Work to be completed:
Look through the entries and report how many lines include the word "Nodes". Give the number alone.

Data:
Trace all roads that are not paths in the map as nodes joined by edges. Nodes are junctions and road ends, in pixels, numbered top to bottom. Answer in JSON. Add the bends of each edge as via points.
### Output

---

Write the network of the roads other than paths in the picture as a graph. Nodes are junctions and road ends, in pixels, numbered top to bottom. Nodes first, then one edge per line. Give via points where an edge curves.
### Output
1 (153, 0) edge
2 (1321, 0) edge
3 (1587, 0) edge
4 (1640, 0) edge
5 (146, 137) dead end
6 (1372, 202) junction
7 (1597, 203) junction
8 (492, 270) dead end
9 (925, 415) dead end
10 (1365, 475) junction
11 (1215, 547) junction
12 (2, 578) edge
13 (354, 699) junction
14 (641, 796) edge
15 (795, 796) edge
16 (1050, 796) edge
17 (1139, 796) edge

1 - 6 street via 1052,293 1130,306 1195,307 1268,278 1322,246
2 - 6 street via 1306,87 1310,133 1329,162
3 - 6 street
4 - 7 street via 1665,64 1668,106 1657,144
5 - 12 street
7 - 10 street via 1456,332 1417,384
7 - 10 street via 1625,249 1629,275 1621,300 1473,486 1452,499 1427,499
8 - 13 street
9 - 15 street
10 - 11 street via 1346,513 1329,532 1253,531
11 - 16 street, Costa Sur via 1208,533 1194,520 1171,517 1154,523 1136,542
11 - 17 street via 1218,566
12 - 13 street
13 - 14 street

Exercise answer:
2